┌──
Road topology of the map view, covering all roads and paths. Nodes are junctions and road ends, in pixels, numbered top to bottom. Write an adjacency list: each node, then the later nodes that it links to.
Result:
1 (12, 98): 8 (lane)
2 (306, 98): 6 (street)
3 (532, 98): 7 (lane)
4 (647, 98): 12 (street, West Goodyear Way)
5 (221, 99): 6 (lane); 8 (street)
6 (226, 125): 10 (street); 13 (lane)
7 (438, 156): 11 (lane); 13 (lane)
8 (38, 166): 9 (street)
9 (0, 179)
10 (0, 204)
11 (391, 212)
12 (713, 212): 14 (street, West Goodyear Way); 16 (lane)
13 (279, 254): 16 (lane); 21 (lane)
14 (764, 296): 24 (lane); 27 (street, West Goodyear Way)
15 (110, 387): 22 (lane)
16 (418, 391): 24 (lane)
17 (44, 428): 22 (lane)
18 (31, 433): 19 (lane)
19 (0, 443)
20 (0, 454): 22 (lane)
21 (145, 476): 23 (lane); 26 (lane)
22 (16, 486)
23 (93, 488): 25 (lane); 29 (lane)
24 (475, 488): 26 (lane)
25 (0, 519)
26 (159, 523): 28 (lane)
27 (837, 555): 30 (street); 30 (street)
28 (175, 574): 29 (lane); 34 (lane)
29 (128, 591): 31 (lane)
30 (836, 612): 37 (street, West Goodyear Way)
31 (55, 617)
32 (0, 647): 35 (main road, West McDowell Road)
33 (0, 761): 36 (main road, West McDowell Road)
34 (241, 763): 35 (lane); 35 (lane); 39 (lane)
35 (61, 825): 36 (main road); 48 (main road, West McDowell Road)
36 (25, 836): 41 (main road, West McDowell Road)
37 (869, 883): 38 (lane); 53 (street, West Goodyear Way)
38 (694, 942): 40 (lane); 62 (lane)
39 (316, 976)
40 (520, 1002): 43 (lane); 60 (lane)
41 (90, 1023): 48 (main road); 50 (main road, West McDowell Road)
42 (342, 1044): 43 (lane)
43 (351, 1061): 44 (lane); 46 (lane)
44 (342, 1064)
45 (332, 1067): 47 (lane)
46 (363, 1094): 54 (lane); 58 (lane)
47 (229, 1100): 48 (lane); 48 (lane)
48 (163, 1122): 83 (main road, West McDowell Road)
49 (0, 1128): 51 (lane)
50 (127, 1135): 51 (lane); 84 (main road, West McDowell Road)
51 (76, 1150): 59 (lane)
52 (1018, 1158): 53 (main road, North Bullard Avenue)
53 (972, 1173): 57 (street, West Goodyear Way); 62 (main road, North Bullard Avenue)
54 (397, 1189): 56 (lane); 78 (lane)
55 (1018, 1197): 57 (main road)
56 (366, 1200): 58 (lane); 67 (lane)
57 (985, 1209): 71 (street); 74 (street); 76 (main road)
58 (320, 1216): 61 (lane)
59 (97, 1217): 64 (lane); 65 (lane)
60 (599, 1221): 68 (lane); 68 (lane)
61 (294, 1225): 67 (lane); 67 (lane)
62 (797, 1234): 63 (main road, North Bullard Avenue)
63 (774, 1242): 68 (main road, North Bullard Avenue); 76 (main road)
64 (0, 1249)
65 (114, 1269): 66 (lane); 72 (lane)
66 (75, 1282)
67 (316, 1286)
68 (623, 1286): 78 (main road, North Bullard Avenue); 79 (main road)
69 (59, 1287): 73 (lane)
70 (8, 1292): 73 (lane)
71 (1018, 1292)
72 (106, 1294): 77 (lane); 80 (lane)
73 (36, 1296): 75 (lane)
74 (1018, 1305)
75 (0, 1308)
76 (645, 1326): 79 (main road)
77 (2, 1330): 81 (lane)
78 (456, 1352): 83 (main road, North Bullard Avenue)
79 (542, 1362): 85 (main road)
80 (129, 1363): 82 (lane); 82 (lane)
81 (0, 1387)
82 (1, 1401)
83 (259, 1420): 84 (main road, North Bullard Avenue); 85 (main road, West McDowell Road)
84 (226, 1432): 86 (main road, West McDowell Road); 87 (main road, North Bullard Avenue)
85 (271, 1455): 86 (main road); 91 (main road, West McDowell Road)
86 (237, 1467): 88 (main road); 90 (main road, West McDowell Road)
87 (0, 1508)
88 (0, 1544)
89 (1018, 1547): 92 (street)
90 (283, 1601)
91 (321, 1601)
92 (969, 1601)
└──
The whole listing above must be copied exactly.

Road topology of the map view, covering all roads and paths. Nodes are junctions and road ends, in pixels, numbered top to bottom. Write an adjacency list: each node, then the later nodes that it links to.
Result:
1 (12, 98): 8 (lane)
2 (306, 98): 6 (street)
3 (532, 98): 7 (lane)
4 (647, 98): 12 (street, West Goodyear Way)
5 (221, 99): 6 (lane); 8 (street)
6 (226, 125): 10 (street); 13 (lane)
7 (438, 156): 11 (lane); 13 (lane)
8 (38, 166): 9 (street)
9 (0, 179)
10 (0, 204)
11 (391, 212)
12 (713, 212): 14 (street, West Goodyear Way); 16 (lane)
13 (279, 254): 16 (lane); 21 (lane)
14 (764, 296): 24 (lane); 27 (street, West Goodyear Way)
15 (110, 387): 22 (lane)
16 (418, 391): 24 (lane)
17 (44, 428): 22 (lane)
18 (31, 433): 19 (lane)
19 (0, 443)
20 (0, 454): 22 (lane)
21 (145, 476): 23 (lane); 26 (lane)
22 (16, 486)
23 (93, 488): 25 (lane); 29 (lane)
24 (475, 488): 26 (lane)
25 (0, 519)
26 (159, 523): 28 (lane)
27 (837, 555): 30 (street); 30 (street)
28 (175, 574): 29 (lane); 34 (lane)
29 (128, 591): 31 (lane)
30 (836, 612): 37 (street, West Goodyear Way)
31 (55, 617)
32 (0, 647): 35 (main road, West McDowell Road)
33 (0, 761): 36 (main road, West McDowell Road)
34 (241, 763): 35 (lane); 35 (lane); 39 (lane)
35 (61, 825): 36 (main road); 48 (main road, West McDowell Road)
36 (25, 836): 41 (main road, West McDowell Road)
37 (869, 883): 38 (lane); 53 (street, West Goodyear Way)
38 (694, 942): 40 (lane); 62 (lane)
39 (316, 976)
40 (520, 1002): 43 (lane); 60 (lane)
41 (90, 1023): 48 (main road); 50 (main road, West McDowell Road)
42 (342, 1044): 43 (lane)
43 (351, 1061): 44 (lane); 46 (lane)
44 (342, 1064)
45 (332, 1067): 47 (lane)
46 (363, 1094): 54 (lane); 58 (lane)
47 (229, 1100): 48 (lane); 48 (lane)
48 (163, 1122): 83 (main road, West McDowell Road)
49 (0, 1128): 51 (lane)
50 (127, 1135): 51 (lane); 84 (main road, West McDowell Road)
51 (76, 1150): 59 (lane)
52 (1018, 1158): 53 (main road, North Bullard Avenue)
53 (972, 1173): 57 (street, West Goodyear Way); 62 (main road, North Bullard Avenue)
54 (397, 1189): 56 (lane); 78 (lane)
55 (1018, 1197): 57 (main road)
56 (366, 1200): 58 (lane); 67 (lane)
57 (985, 1209): 71 (street); 74 (street); 76 (main road)
58 (320, 1216): 61 (lane)
59 (97, 1217): 64 (lane); 65 (lane)
60 (599, 1221): 68 (lane); 68 (lane)
61 (294, 1225): 67 (lane); 67 (lane)
62 (797, 1234): 63 (main road, North Bullard Avenue)
63 (774, 1242): 68 (main road, North Bullard Avenue); 76 (main road)
64 (0, 1249)
65 (114, 1269): 66 (lane); 72 (lane)
66 (75, 1282)
67 (316, 1286)
68 (623, 1286): 78 (main road, North Bullard Avenue); 79 (main road)
69 (59, 1287): 73 (lane)
70 (8, 1292): 73 (lane)
71 (1018, 1292)
72 (106, 1294): 77 (lane); 80 (lane)
73 (36, 1296): 75 (lane)
74 (1018, 1305)
75 (0, 1308)
76 (645, 1326): 79 (main road)
77 (2, 1330): 81 (lane)
78 (456, 1352): 83 (main road, North Bullard Avenue)
79 (542, 1362): 85 (main road)
80 (129, 1363): 82 (lane); 82 (lane)
81 (0, 1387)
82 (1, 1401)
83 (259, 1420): 84 (main road, North Bullard Avenue); 85 (main road, West McDowell Road)
84 (226, 1432): 86 (main road, West McDowell Road); 87 (main road, North Bullard Avenue)
85 (271, 1455): 86 (main road); 91 (main road, West McDowell Road)
86 (237, 1467): 88 (main road); 90 (main road, West McDowell Road)
87 (0, 1508)
88 (0, 1544)
89 (1018, 1547): 92 (street)
90 (283, 1601)
91 (321, 1601)
92 (969, 1601)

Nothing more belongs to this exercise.